If you really want to indulge in one of the many appetizing restaurants in Paris, you must be willing to pay for what you eat. Eating in this city is not about the fulfillment of biological needs but an authentic experience through which you can explore the culture better. All food, but especially cakes, cookies and croissants, make the patisseries and boulangerieslook like art exhibitions. So next time you are debating on whether you should pay for a fancy dinner, remember you are buying much more than just food.

​14. ​Runner Friendly

Running is not ​exclusive to Paris, every city has its parks and trails where people can run outdoors, but there is something about Paris that is different. First of all, most sidewalks are wide enough so that you don’t have to be extra cautious not to hit anyone with your sweaty arm or be r​u​n over by a fast biker. Secondly, the​re is a​ wide selection of beautiful parks that once inspired philosophers, writers and artists, and will definitely win your heart ​over while you run. And lastly, on sunny days, when the sky is clear, instead of looking at your watch, you can look up and appreciate the slow change in colors of the sky and clouds, especially around sunset. The scenery is so magnificent that by the end of your run you will be out of breath.

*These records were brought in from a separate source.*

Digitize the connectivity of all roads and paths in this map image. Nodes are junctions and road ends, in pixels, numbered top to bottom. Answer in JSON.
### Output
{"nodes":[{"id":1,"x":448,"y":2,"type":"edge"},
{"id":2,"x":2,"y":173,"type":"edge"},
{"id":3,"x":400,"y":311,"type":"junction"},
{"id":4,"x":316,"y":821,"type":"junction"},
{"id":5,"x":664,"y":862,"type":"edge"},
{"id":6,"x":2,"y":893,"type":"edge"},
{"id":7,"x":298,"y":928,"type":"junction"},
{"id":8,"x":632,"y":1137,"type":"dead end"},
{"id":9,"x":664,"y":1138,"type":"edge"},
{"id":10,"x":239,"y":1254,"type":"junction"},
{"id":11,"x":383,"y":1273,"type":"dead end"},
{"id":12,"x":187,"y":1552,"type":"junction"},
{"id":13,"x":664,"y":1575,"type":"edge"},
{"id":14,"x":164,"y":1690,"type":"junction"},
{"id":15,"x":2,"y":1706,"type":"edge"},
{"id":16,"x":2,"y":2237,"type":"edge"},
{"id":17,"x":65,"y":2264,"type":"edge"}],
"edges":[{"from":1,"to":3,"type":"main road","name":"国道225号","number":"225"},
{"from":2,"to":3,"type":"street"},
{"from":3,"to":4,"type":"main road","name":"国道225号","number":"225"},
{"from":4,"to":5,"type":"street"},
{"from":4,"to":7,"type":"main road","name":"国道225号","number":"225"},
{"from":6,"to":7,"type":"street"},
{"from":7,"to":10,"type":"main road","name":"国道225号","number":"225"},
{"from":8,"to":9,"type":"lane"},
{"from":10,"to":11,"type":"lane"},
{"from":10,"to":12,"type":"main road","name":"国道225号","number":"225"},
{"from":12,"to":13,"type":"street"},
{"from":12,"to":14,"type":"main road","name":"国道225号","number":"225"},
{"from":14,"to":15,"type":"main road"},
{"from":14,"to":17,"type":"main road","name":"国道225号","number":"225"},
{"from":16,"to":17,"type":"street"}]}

​15. ​Get your groceries ​no later than​ Monday

Be sure you have everything you need from the food market by Sunday, otherwise, you won’t be able to get fresh fruits and vegetables. Monday is one of the two official days for market sellers to rest and fuel up for the following week.

​16. ​Art extends to the streets

Paris has some of the most fascinating art museums in the world with unique pieces from French and international artists. However, you can also enjoy a cultural trip without having to go to museums and galleries. The French capital has become an important hub for emerging street art and graffiti artists, so keep an eye out when strolling through the streets.

Street art at Les Halles street | ©Noa Radosh
Street art at Les Halles street | ©Noa Radosh

​17. ​The Western weight-loss ​trends and ​diets ​are​ not very popular in the French capital

Most Parisians look slim and healthy because they eat when they need to and keep an overall balanced diet that includes all food groups. They have good genes which they maintain by eating in moderation.